# ACTIVITY
From the listing that follows, count the lines including "角館六郷線" and give the number alone.

--- START ---

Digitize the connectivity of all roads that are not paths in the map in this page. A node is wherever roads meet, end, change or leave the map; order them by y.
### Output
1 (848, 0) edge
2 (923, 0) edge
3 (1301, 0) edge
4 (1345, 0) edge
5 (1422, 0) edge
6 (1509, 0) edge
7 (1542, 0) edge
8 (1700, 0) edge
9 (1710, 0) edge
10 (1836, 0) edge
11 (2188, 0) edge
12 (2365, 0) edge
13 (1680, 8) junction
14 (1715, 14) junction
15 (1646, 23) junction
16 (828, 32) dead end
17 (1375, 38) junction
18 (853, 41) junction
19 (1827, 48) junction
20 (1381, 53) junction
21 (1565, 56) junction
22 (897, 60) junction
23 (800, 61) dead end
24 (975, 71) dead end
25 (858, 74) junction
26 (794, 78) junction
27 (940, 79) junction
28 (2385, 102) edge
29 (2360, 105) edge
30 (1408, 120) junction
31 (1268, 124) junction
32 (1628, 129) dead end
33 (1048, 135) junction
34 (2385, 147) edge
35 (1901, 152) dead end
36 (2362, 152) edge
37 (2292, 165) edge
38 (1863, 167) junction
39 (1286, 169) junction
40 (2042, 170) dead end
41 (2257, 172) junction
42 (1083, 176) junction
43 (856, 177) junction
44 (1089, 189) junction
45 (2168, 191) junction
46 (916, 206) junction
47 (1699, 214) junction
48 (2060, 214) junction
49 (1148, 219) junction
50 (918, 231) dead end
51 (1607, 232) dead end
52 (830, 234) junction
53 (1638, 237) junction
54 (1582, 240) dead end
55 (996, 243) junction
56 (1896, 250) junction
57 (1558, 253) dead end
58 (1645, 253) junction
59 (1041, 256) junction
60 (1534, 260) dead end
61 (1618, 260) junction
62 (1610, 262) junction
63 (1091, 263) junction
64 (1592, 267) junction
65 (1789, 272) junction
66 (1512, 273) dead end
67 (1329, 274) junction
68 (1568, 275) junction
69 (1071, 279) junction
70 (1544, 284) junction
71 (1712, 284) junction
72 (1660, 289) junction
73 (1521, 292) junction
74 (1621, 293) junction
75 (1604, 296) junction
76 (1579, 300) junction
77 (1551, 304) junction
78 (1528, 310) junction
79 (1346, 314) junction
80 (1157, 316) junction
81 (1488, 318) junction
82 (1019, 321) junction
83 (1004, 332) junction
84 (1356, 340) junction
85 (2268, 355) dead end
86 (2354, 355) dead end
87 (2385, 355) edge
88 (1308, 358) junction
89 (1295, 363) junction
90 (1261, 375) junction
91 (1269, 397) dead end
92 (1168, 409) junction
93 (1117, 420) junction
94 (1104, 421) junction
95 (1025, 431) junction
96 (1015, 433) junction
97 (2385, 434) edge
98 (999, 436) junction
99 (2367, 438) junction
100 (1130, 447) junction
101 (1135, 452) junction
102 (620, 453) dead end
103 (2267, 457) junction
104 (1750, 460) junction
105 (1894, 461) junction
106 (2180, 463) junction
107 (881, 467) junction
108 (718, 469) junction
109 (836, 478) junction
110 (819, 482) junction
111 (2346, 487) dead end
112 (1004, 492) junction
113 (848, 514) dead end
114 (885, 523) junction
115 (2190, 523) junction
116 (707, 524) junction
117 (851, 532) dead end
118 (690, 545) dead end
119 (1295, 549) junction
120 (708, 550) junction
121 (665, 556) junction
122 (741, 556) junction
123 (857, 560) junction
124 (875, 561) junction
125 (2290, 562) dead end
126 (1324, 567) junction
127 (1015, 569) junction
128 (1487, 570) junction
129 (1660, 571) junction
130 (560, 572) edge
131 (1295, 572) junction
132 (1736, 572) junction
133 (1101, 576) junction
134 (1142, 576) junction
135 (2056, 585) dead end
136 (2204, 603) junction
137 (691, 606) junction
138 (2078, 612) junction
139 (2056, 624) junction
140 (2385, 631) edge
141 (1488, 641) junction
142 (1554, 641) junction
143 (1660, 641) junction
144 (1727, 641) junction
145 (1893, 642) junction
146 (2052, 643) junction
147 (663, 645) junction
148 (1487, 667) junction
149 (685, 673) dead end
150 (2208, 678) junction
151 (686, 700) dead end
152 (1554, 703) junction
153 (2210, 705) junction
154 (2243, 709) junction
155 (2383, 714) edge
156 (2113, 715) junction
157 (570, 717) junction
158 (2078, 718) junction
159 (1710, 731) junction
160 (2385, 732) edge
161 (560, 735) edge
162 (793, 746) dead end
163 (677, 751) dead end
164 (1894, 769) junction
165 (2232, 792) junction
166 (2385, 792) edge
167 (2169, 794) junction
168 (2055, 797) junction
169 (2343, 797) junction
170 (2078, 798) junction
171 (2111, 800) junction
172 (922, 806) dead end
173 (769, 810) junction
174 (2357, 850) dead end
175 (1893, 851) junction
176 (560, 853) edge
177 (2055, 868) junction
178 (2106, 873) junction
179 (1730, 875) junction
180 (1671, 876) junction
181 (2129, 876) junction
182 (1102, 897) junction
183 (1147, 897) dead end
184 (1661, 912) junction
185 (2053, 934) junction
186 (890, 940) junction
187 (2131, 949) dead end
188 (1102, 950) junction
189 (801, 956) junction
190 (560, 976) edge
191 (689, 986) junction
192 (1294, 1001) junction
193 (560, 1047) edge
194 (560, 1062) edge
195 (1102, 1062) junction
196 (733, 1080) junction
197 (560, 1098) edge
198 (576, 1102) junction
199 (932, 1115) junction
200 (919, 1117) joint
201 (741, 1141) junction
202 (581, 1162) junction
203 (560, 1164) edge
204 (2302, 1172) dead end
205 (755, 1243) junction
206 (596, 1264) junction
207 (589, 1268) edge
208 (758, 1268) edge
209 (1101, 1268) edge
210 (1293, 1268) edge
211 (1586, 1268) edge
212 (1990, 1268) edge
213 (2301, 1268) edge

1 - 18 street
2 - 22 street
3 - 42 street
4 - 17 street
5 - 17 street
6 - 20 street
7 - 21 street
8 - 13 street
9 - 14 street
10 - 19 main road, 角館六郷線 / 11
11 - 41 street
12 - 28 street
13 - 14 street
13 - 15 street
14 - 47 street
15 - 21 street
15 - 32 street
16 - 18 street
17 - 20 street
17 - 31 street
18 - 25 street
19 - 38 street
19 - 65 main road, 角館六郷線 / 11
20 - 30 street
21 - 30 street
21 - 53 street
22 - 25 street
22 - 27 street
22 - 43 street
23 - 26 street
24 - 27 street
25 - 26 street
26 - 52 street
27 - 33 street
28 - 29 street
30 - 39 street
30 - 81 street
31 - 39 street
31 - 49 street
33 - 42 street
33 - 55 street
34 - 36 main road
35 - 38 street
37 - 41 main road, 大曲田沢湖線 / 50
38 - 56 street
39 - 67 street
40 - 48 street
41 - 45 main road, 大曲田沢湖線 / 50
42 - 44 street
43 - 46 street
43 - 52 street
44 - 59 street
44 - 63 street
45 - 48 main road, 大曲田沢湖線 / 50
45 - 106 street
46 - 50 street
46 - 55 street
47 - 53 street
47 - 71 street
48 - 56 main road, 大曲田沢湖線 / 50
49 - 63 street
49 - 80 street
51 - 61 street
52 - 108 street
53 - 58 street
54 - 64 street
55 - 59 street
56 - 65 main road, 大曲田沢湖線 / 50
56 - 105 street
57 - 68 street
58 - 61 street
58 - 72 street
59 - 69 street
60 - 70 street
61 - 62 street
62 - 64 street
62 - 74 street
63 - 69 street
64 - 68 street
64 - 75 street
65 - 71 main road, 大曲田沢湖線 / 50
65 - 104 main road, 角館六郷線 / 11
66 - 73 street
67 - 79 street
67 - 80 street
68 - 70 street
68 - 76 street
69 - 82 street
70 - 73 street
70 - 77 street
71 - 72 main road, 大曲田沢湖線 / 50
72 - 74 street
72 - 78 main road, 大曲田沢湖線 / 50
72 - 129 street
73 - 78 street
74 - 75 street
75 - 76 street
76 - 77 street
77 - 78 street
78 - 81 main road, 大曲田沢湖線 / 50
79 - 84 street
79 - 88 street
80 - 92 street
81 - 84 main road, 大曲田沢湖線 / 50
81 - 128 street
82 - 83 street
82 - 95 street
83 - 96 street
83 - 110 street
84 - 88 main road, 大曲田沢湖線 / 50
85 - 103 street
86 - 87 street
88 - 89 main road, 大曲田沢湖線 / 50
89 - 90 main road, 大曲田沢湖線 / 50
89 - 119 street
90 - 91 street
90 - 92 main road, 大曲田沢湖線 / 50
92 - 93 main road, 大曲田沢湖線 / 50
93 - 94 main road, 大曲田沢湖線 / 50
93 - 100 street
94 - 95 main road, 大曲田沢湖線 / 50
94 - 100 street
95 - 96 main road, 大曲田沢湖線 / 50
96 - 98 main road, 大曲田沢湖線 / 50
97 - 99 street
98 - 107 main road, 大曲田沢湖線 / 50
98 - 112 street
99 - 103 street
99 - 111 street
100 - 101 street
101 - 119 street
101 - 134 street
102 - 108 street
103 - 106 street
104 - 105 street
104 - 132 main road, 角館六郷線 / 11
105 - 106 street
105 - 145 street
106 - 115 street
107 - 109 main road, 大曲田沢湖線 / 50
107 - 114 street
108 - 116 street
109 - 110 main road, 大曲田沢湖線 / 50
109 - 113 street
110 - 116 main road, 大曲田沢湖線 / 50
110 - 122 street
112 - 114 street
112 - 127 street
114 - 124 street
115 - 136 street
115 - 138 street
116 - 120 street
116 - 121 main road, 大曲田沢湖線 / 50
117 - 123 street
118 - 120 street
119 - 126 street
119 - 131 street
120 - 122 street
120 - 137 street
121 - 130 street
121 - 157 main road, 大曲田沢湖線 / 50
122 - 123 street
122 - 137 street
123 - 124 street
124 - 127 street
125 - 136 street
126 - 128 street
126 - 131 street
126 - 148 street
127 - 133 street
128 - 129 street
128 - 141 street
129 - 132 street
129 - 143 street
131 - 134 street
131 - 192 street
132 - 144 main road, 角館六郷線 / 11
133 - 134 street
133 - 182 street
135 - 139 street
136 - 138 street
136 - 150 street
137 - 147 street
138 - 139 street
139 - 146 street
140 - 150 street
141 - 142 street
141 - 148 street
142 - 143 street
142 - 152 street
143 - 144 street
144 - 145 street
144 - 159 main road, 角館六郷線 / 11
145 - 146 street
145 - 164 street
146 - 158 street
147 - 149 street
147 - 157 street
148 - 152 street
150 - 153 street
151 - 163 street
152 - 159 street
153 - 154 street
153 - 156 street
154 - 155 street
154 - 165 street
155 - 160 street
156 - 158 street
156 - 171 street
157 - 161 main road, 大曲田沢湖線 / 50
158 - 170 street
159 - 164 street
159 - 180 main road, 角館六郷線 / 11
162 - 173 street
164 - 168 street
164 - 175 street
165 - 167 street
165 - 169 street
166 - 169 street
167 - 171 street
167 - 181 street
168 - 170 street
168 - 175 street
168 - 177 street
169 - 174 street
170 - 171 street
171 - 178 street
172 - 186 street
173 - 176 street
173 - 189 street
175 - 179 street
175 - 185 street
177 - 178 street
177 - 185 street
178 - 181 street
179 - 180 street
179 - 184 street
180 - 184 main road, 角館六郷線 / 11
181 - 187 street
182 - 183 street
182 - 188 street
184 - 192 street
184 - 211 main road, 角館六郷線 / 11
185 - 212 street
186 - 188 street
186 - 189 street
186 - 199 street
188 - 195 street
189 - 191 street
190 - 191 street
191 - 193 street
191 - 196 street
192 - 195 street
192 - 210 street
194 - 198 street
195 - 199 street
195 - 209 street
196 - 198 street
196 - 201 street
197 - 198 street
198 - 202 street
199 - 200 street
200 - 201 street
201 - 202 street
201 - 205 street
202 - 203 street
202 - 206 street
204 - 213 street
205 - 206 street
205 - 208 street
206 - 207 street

--- END ---

# ANSWER BOX
9